A few weeks ago, the editorial board was invited to take a tour of UF Health Shands Hospital, specifically the pediatric units after we wrote the editorial, “What does it mean to do it ‘For The Kids’?” In the editorial, we posed questions we felt were not readily available to the general public concerning Dance Marathon at UF, such as how exactly money raised by DM is utilized. As a result, Shands representatives reached out to give us these answers and provide more transparency on how the money is spent in the children’s hospital.
On Wednesday afternoon, two of the four members of the editorial board took a tour of Shands with several individuals: three DM at UF representatives, a hospital representative and Ed Jimenez, the chief executive officer of Shands, with his two interns.
Throughout the tour, doctors and nurses spoke about how money from DM at UF is used to buy and fund multiple parts of the pediatric units of the hospital. The Shands representatives stressed the importance of giving comfort to families and the health of the children at the hospital. We were shown renovated wings with private spaces for parents and newborns, newly bought incubators and other miscellaneous, but important, equipment for the health of premature babies and the children in the heart center. We were told that any balloon-shaped stickers on incubators or equipment meant DM at UF money helped pay for those items. However, we were not taken close enough to the hospital equipment to see the balloons, the babies or their names tags because of the Health Insurance Portability and Accountability Act of 1996, which is a privacy law regarding medical information.

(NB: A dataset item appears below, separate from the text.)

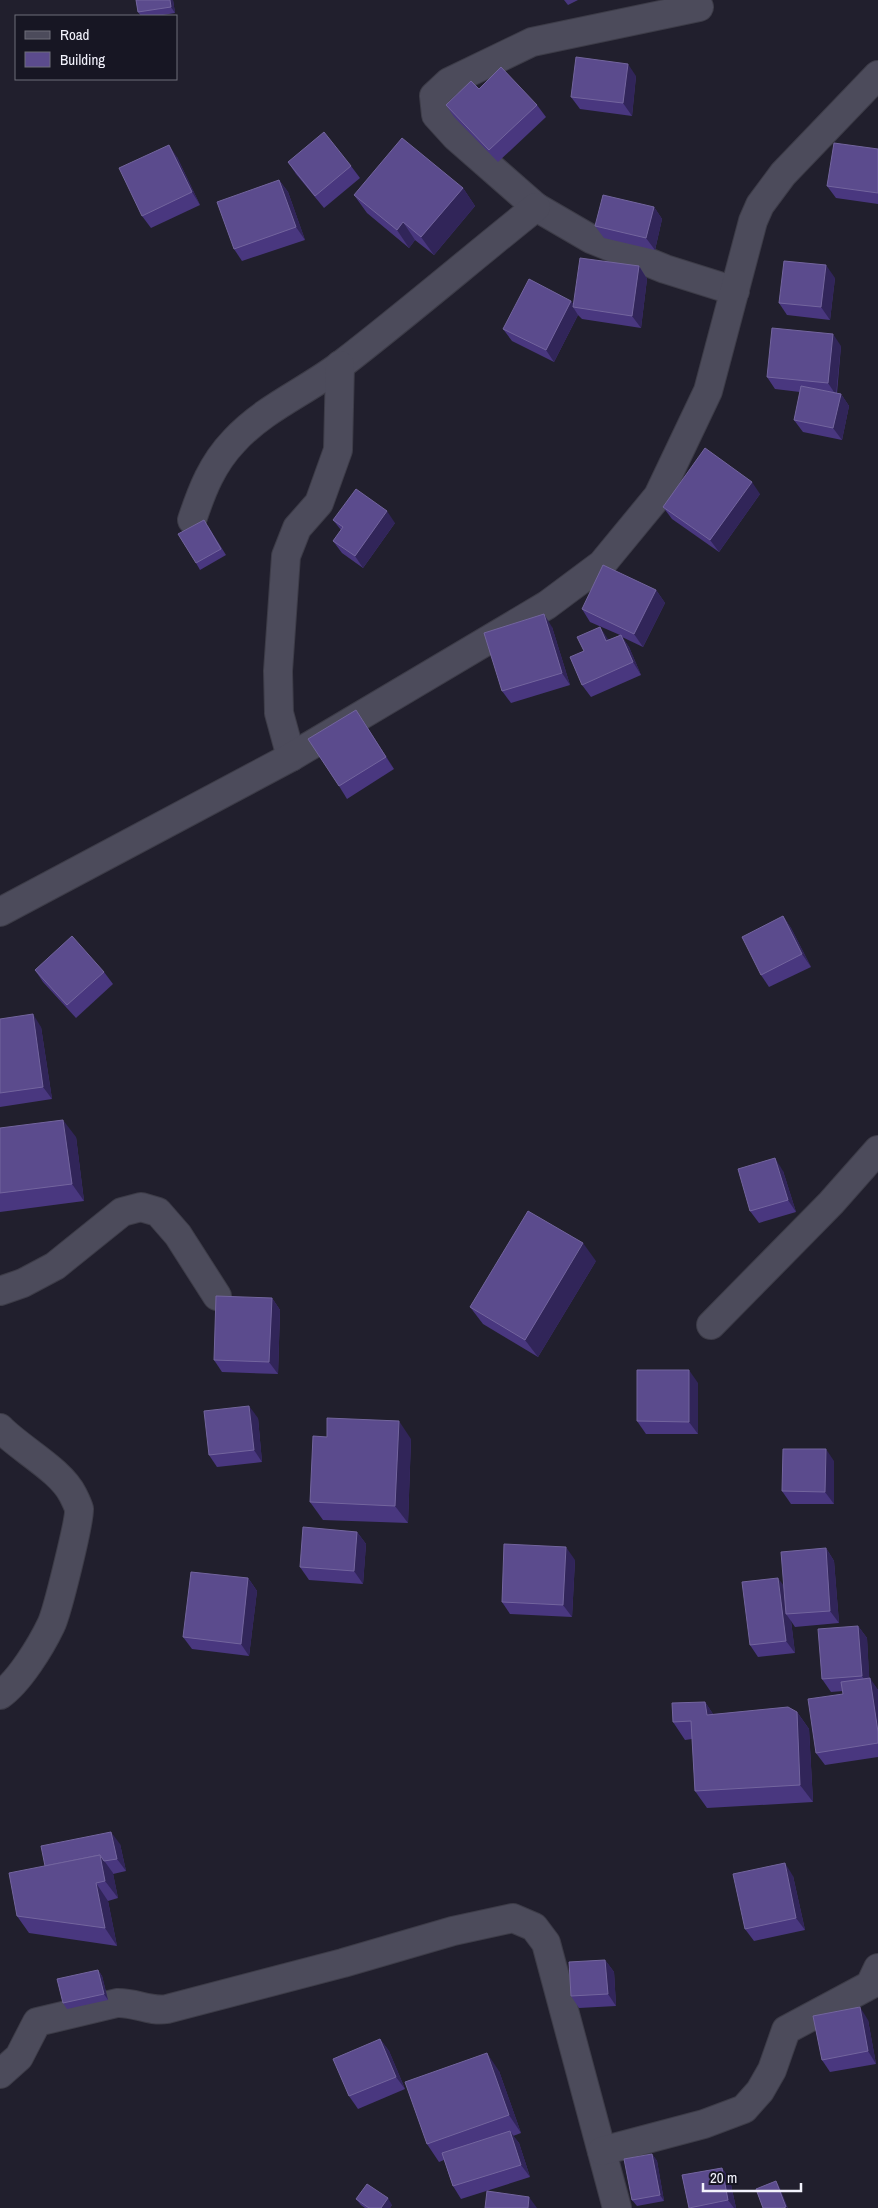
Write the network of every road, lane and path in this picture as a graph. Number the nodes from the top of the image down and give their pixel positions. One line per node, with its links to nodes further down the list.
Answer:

Jimenez said when he speaks at the annual DM, he tells the audience they are welcome to take tours with him. We were told later in a phone call with Jimenez that our tour was similar to tours given to other participants of DM at UF.
Jimenez also discussed how money raised by DM at UF is used to subsidize the building and items that were needed to improve the children’s hospital. He explained when the neonatal ICU was built, about $1 million raised by DM at UF last year was used in addition to about $20 million provided by the hospital.
On our tour, we also learned how DM files its 990 tax form. DM at UF is not a 501(c)(3), which means it has not been approved by the Internal Revenue Service as a nonprofit, tax-exempt charitable organization. Instead, Shands pays to be a Children’s Miracle Network hospital, allowing it to be a separate entity and submit tax forms through this network. In 2017, Shands Hospital had a total revenue of more than $1.4 billion, according to its 990 tax forms. DM at UF donations are not used to pay for this membership. This is different from DM organizations at other universities which sometimes have to file their taxes separately because they’re smaller.
In the first editorial we wrote about DM at UF, we questioned the practice of using Venmo, a mobile payment service, to raise money, stating it is not a system that allows for complete accountability between the donator and the fundraiser. In the phone call, we asked for Jimenez’s thoughts on the practice, and he agreed the question should be addressed in the next DM cycle.
After we wrote our follow-up editorial on DM at UF, we received an email response from the executive director for DM, Madison Grasty, on questions we asked. We were told the total amount raised this year by DM at UF, $3.2 million, was the total after the deduction of costs for each DM event. DM national guidelines recommend events cost no more than 10 cents per every dollar raised. UF operates under that amount at a 6-cent-to-the-dollar ratio, Grasty said.
We spoke with doctors and nurses about how much DM money meant to them throughout the tour, and it was clear how passionate those who work at Shands are about their patients. In the end, we did get answers to our questions, like how DM at UF funds events and specific examples of how money is spent at the children’s hospital. We did receive the transparency we thought was important. However, it did take time and multiple requests. We included all of these facts to be able to relay to you the same level of transparency we have received within the past week.
The Alligator editorial board includes the opinions editor Michaela Mulligan, editor-in-chief Paige Fry and managing editors Christina Morales and Amanda Rosa.